Голос наставника заставляет меня испуганно вздрогнуть. Он стоит, заглядывая в мою комнату; золотые глаза в приглушенном ночном освещении звездолета напоминают темные озера. Его мощные плечи перекрывают дверной проем, и он наклоняет голову, опасаясь низкой притолоки. Где-то за пределами моей маленькой металлической каюты успокаивающе гудят двигатели. Здесь хватало места, когда я был мальчиком. Но теперь, в двадцать лет, я чувствую себя словно домашнее растение, чьи корни и ветки торчат из треснувшего глиняного горшка. Все пространство между моей койкой, крохотным шкафом и санузлом занято книгами. Спасенными, украденными, купленными и найденными за последние десять лет. Рядом с кроватью лежит мой новый трофей, третье издание «Аэронавта».

 Всего лишь сон,  говорю я. Мне не хочется выглядеть уязвимым в его глазах, потому что я знаю, каким юным меня все еще считает этот марсианин. Я опускаю свои худые ноги на пол и собираю копну волос в хвост.  Мы прибыли?

 Только что.

 Вердикт?

 Любезный, я что, похож на камердинера?

 Нет. Она была намного вежливее. И манеры у нее были куда лучше.

 Как восхитительно делать вид, что у тебя была только одна служанка.

Я приподнимаю бровь:

 Кто бы говорил, принц Марса.

Кассий Беллона недовольно ворчит:

 Так ты собираешься спать весь день или все-таки встанешь и посмотришь сам?

Он кивком велит мне следовать за ним. И я подчиняюсь как делаю это вот уже десять лет. За ним шлейфом тянется запах виски.

Некогда миры называли Кассия Рыцарем Зари, защитником Сообщества, убийцей Ареса. Потом он убил свою правительницу, мою бабушку, и позволил восстанию разорвать на части то самое Сообщество, которое клялся защищать. Это из-за него Дэрроу уничтожил мой мир и поверг Сообщество в хаос. Я никогда не смогу простить Кассия и никогда не смогу отплатить ему за все, что он для меня сделал. Он помешал Севро Барка убить меня.
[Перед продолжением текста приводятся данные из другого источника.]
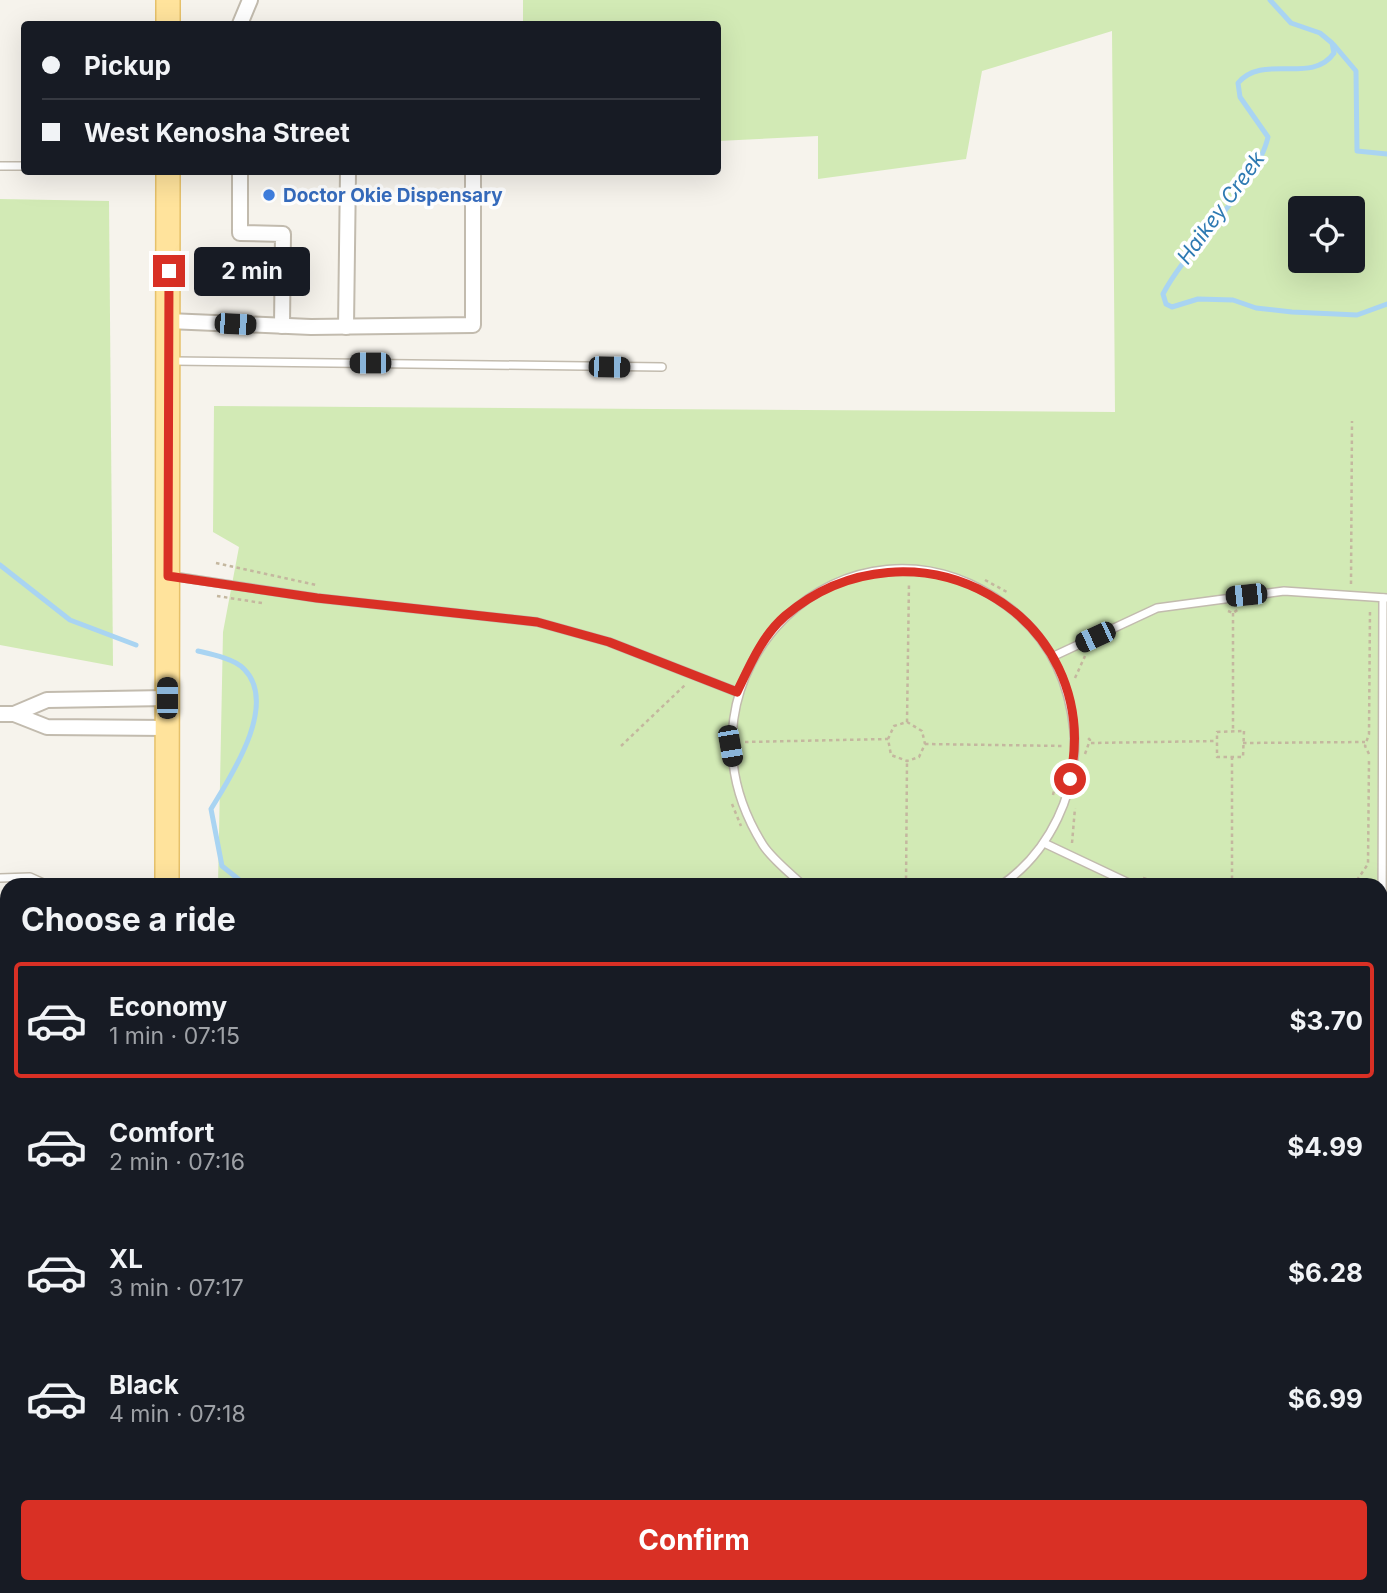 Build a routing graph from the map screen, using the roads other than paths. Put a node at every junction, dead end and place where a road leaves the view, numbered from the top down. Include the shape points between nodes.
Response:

Он забрал меня с испепеленной Луны, погрузившейся в хаос, и десять лет защищал меня, дал мне дом, вторую семью. Нас можно принять за братьев, и зачастую так и случается. Наши волосы одинаково сверкают золотом, только у него они вьющиеся, а у меня прямые. Мои глаза светлые, как желтый кристалл. Его темно-золотые. Он на полголовы выше меня и шире в плечах, и черты лица у него более мужественные густая остроконечная борода, крупный, четко очерченный нос. А мое лицо худощавое и аристократическое, как и у большинства выходцев с Палатинского холма. Я предпочел бы не выглядеть таким утонченным.